WHAT YOU ARE ASKED TO DO:
Repeat the data that follows in full. Do not include the pictures.

MATERIAL FOR THIS EXERCISE:
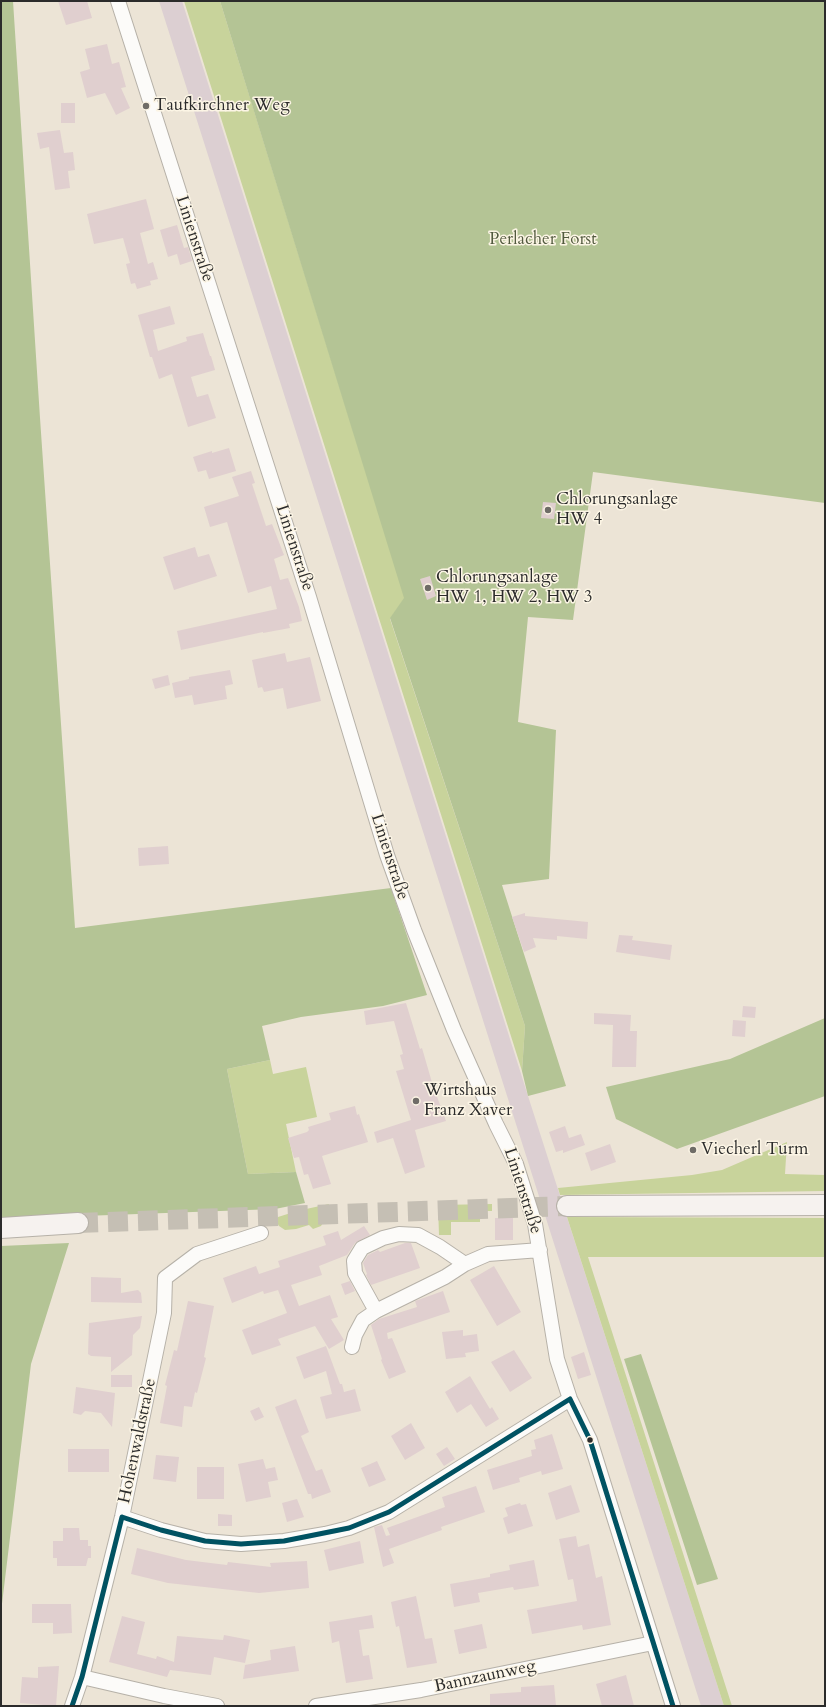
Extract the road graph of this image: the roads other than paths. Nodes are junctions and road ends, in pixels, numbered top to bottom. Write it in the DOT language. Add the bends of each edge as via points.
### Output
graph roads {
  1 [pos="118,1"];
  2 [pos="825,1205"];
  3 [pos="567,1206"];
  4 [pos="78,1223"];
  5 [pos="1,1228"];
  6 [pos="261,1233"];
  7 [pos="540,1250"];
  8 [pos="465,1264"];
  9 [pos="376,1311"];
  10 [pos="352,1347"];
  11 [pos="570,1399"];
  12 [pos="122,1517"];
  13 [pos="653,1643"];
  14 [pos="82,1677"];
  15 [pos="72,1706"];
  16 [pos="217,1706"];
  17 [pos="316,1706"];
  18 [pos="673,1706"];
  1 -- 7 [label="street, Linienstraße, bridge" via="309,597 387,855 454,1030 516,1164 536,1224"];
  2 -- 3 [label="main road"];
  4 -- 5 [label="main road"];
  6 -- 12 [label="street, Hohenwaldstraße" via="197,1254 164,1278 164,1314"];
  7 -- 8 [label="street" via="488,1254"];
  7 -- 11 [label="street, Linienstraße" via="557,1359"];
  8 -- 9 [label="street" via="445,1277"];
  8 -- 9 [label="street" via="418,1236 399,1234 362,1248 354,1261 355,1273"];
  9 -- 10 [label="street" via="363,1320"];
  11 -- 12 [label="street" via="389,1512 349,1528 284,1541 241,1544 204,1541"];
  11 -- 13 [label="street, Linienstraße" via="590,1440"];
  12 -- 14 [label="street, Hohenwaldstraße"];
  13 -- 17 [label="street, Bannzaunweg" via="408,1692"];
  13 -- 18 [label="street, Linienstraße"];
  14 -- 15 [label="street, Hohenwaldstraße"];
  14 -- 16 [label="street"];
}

TASK RESPONSE:
Extract the road graph of this image: the roads other than paths. Nodes are junctions and road ends, in pixels, numbered top to bottom. Write it in the DOT language. Add the bends of each edge as via points.
### Output
graph roads {
  1 [pos="118,1"];
  2 [pos="825,1205"];
  3 [pos="567,1206"];
  4 [pos="78,1223"];
  5 [pos="1,1228"];
  6 [pos="261,1233"];
  7 [pos="540,1250"];
  8 [pos="465,1264"];
  9 [pos="376,1311"];
  10 [pos="352,1347"];
  11 [pos="570,1399"];
  12 [pos="122,1517"];
  13 [pos="653,1643"];
  14 [pos="82,1677"];
  15 [pos="72,1706"];
  16 [pos="217,1706"];
  17 [pos="316,1706"];
  18 [pos="673,1706"];
  1 -- 7 [label="street, Linienstraße, bridge" via="309,597 387,855 454,1030 516,1164 536,1224"];
  2 -- 3 [label="main road"];
  4 -- 5 [label="main road"];
  6 -- 12 [label="street, Hohenwaldstraße" via="197,1254 164,1278 164,1314"];
  7 -- 8 [label="street" via="488,1254"];
  7 -- 11 [label="street, Linienstraße" via="557,1359"];
  8 -- 9 [label="street" via="445,1277"];
  8 -- 9 [label="street" via="418,1236 399,1234 362,1248 354,1261 355,1273"];
  9 -- 10 [label="street" via="363,1320"];
  11 -- 12 [label="street" via="389,1512 349,1528 284,1541 241,1544 204,1541"];
  11 -- 13 [label="street, Linienstraße" via="590,1440"];
  12 -- 14 [label="street, Hohenwaldstraße"];
  13 -- 17 [label="street, Bannzaunweg" via="408,1692"];
  13 -- 18 [label="street, Linienstraße"];
  14 -- 15 [label="street, Hohenwaldstraße"];
  14 -- 16 [label="street"];
}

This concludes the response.